• [What the exercise asks] Wherever a line in the records contains the word "Backman", return that line.

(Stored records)

============

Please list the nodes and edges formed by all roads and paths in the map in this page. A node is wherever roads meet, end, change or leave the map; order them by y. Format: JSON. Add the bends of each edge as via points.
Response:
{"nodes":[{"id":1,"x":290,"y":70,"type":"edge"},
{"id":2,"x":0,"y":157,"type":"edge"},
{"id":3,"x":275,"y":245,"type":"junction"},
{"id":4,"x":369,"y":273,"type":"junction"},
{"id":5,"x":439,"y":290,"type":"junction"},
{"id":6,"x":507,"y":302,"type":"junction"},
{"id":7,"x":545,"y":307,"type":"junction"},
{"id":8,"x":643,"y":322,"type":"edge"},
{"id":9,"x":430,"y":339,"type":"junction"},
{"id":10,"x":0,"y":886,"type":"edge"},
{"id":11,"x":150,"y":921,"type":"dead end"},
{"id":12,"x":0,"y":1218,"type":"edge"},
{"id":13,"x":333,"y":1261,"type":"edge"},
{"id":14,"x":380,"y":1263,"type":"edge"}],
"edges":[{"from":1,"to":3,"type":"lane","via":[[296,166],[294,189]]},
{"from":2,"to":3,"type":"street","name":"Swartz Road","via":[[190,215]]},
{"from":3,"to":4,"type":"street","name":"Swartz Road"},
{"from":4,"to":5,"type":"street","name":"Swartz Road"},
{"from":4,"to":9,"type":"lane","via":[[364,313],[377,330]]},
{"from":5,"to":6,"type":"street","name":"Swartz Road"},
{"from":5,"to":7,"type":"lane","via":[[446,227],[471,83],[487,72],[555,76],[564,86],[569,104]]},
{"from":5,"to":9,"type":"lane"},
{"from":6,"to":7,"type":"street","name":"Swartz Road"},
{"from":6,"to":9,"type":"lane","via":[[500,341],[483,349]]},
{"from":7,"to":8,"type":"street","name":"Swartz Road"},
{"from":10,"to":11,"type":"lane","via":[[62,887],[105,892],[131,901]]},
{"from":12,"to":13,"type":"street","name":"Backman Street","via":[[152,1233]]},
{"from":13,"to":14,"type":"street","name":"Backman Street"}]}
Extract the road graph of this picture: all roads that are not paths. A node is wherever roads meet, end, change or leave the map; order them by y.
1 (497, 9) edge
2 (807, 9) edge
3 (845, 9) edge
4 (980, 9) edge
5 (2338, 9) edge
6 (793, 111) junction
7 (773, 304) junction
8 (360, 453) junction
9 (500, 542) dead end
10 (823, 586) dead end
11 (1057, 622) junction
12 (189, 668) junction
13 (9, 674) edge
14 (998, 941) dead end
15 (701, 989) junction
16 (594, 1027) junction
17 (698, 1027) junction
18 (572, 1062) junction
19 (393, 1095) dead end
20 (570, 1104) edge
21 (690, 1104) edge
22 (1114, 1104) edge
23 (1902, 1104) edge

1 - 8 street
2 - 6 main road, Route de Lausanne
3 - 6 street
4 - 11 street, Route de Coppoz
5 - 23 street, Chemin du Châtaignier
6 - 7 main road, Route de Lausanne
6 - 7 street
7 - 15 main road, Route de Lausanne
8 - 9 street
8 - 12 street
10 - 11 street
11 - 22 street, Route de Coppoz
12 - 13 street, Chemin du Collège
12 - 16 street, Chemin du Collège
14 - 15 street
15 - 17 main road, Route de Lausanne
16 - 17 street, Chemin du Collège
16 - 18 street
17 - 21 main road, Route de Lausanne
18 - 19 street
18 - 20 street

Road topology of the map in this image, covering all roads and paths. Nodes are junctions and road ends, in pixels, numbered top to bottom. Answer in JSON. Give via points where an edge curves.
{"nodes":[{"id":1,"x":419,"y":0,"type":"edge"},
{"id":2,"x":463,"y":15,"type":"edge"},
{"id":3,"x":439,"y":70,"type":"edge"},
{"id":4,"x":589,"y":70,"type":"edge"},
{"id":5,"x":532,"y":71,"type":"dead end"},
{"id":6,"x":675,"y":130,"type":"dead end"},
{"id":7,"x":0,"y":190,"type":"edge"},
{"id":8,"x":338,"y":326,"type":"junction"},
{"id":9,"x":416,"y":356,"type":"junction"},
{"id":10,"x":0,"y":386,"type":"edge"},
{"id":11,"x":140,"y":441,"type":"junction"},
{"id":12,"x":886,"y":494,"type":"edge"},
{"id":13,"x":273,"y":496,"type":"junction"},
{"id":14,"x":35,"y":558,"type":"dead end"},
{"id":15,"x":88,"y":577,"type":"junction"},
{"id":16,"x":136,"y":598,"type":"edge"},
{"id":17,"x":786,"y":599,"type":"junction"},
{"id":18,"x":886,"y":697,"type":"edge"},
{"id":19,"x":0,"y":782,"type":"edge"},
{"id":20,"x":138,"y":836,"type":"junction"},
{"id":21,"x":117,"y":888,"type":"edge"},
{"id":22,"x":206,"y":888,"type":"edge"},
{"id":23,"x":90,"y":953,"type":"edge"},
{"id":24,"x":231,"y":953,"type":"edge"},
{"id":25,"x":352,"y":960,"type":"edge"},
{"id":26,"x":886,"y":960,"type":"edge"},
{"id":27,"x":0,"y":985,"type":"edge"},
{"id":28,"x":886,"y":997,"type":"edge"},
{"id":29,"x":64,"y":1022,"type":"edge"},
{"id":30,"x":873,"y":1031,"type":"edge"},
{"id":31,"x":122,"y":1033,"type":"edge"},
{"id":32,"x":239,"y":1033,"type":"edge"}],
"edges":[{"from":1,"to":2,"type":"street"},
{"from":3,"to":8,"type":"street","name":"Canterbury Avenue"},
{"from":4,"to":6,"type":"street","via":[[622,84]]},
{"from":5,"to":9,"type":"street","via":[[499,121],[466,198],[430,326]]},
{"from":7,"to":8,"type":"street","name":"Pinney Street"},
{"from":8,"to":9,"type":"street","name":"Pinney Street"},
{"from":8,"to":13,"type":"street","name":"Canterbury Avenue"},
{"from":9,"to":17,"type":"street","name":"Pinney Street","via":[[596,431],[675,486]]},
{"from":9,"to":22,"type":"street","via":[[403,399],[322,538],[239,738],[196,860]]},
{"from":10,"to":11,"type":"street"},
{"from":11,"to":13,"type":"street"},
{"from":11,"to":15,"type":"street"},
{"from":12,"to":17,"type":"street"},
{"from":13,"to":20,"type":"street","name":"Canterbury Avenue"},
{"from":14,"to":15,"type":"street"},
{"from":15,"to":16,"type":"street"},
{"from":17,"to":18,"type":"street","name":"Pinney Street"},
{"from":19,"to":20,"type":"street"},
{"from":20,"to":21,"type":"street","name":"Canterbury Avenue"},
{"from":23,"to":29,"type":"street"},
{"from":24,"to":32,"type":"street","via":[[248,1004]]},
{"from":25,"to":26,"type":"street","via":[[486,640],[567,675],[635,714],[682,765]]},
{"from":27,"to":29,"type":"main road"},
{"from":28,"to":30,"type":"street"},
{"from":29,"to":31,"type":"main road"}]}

============

• [Answer to this task]
{"from":12,"to":13,"type":"street","name":"Backman Street","via":[[152,1233]]},
{"from":13,"to":14,"type":"street","name":"Backman Street"}]}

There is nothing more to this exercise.